I was there for a good two hours whistling
dirges, shrieking a little, terrifying
hearts with my whimpering cries before I died
by pulling the one leg up and stiffening.
There is a look we have with the hair of the chin
curled in mid-air, there is a look with the belly
stopped in the midst of its greed. The lover of dead things
stoops to feel me, his hand is shaking. I know
his mouth is open and his glasses are slipping.
I think his pencil must be jerking and the terror
of smell—and sight—is overtaking him;
I know he has that terrified faraway look
that death brings—he is contemplating. I want him
to touch my forehead once again and rub my muzzle
before he lifts me up and throws me into
that little valley. I hope he doesn't use
his shoe for fear of touching me; I know,
or used to know, the grasses down there; I think
I knew a hundred smells. I hope the dog's way
doesn't overtake him, one quick push,
barely that, and the mind freed, something else,
some other, thing to take its place. Great heart,
great human heart, keep loving me as you lift me,
give me your tears, great loving stranger, remember,
the death of dogs, forgive the yapping, forgive
the shitting, let there be pity, give me your pity.
How could there be enough? I have given
my life for this, emotion has ruined me, oh lover,
I have exchanged my wildness—little tricks
with the mouth and feet, with the tail, my tongue is a parrots's,
I am a rampant horse, I am a lion,
I wait for the cookie, I snap my teeth—
as you have taught me, oh distant and brilliant and lonely.
-from Lovesick (HarperCollins, 1987), selected by Guest Editor TR Hummer
PROMPT: As in Gerald Stern's, "I Sometiems Think of the Lamb," depict a time when you were injured and make it weird. Simple as that.
BIO: Gerald Stern was born in Pittsburgh, Pennsylvania, on February 22, 1925. His recent books of poetry include Divine Nothingness: Poems (W. W. Norton, 2014); In Beauty Bright: Poems (W. W. Norton, 2012); Early Collected Poems: 1965-1992 (W. W. Norton, 2010), Save the Last Dance: Poems (2008); Everything Is Burning (2005); American Sonnets (2002); Last Blue: Poems (2000); This Time: New and Selected Poems (1998), which won the National Book Award; Odd Mercy (1995); and Bread Without Sugar (1992), winner of the Paterson Poetry Prize.

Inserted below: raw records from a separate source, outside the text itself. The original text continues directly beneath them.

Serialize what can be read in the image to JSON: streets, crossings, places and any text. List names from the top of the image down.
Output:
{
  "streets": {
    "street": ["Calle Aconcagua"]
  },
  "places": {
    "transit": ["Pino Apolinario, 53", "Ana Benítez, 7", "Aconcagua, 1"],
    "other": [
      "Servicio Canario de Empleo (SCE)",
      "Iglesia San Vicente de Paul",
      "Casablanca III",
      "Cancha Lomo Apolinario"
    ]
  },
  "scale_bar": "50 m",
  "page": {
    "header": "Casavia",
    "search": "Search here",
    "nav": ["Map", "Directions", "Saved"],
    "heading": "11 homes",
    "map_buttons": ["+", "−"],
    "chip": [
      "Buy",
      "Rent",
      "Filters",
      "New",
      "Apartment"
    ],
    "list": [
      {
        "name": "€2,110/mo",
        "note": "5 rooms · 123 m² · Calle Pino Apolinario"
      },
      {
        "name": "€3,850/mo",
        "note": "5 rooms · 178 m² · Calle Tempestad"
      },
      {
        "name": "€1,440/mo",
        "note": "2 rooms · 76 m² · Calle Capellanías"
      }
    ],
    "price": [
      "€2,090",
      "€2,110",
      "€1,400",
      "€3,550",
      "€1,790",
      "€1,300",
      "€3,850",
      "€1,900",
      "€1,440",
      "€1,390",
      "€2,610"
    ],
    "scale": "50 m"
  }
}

His other books include Stealing History (Trinity University Press, 2012); Leaving Another Kingdom: Selected Poems (1990); Two Long Poems (1990); Lovesick (1987); Paradise Poems (1984); The Red Coal (1981), which received the Melville Caine Award from the Poetry Society of America; Lucky Life, the 1977 Lamont Poetry Selection of the Academy of American Poets, which was nominated for a National Book Critics Circle Award; and Rejoicings (1973).

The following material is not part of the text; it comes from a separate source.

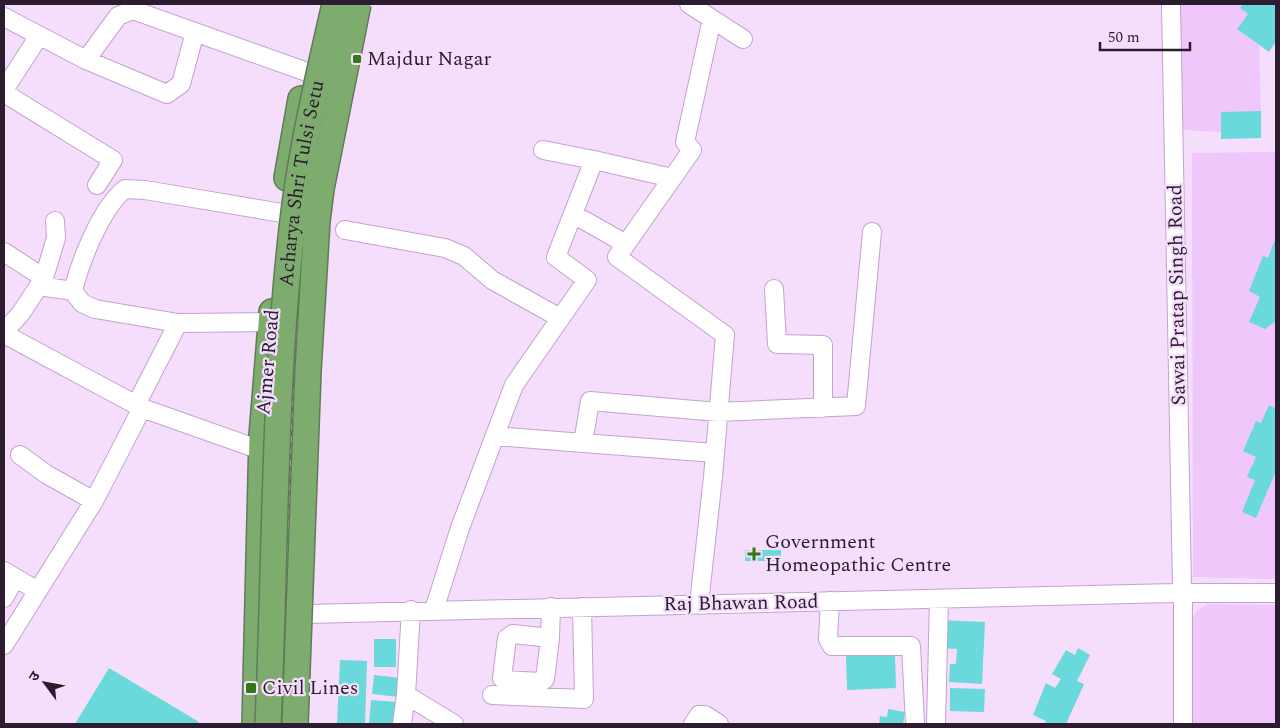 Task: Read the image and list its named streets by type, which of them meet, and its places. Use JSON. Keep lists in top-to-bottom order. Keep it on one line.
{"streets":{"highway":["Acharya Shri Tulsi Setu","Ajmer Road"],"street":["Sawai Pratap Singh Road","Raj Bhawan Road"]},"crossings":[["Sawai Pratap Singh Road","Raj Bhawan Road"],["Ajmer Road","Raj Bhawan Road"]],"places":{"transit":["Majdur Nagar","Civil Lines"],"health":["Government Homeopathic Centre"]},"scale_bar":"50 m","north":"top left"} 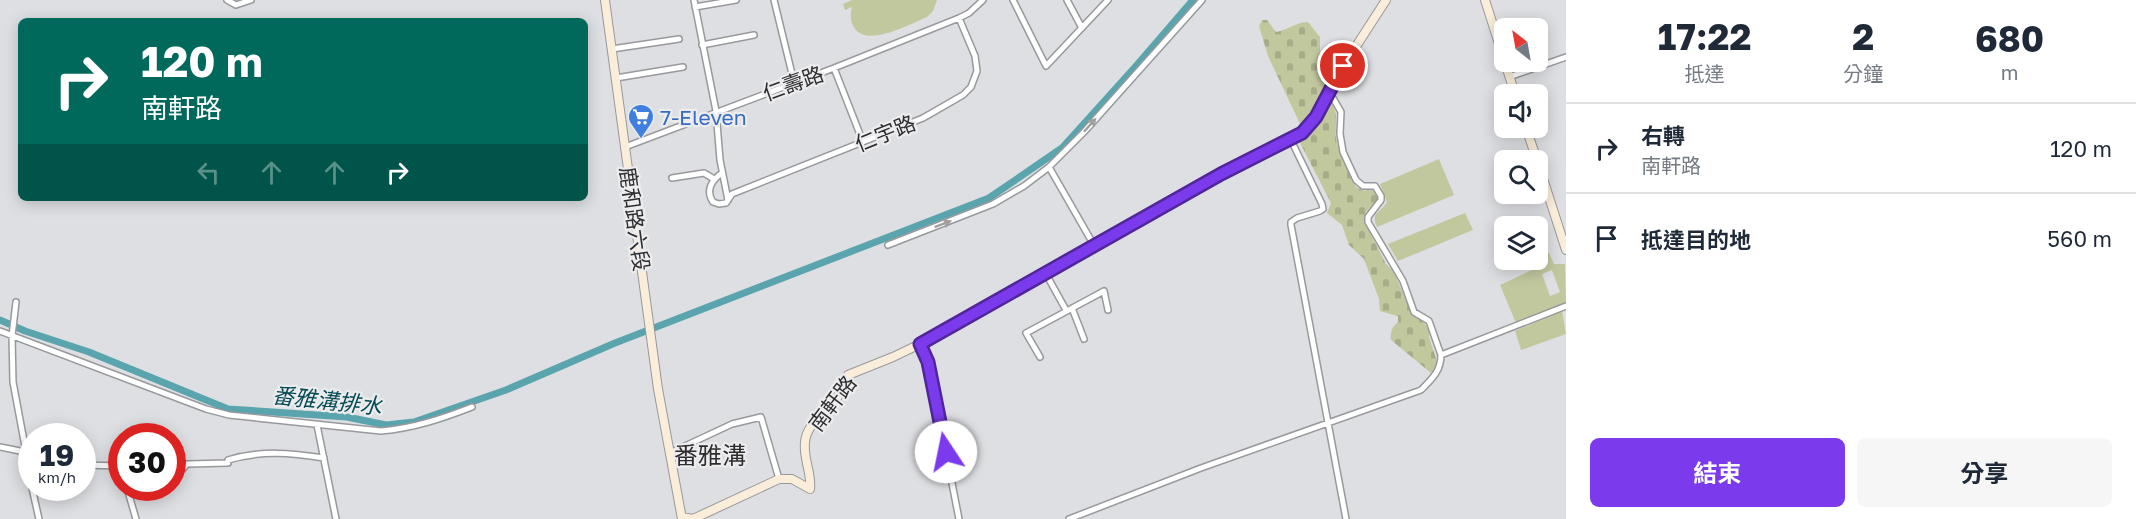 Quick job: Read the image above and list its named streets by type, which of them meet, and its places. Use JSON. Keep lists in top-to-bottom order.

About his work, the poet Toi Derricotte has said, “Gerald Stern has made an immense contribution to American poetry. His poems are not only great poems, memorable ones, but ones that get into your heart and stay there. Their lyrical ecstasies take you up for that moment so that your vision is changed, you are changed. The voice is intimate, someone unafraid to be imperfect. Gerald Stern’s poems sing in praise of the natural world, and in outrage of whatever is antihuman.”
His honors include the Paris Review‘s Bernard F. Conners Award, the Bess Hokin Award from Poetry, the Ruth Lilly Prize, four National Endowment for the Arts grants, the Pennsylvania Governor’s Award for Excellence in the Arts, the Jerome J. Shestack Poetry Prize from American Poetry Review, and fellowships from the Academy of American Poets, the Guggenheim Foundation, and the Pennsylvania Council on the Arts. In 2005, Stern was selected to receive the Wallace Stevens Award for mastery in the art of poetry.
Stern was elected a Chancellor of the Academy of American Poets in 2006. For many years a teacher at the University of Iowa Writers’ Workshop, Stern now lives in Lambertville, New Jersey.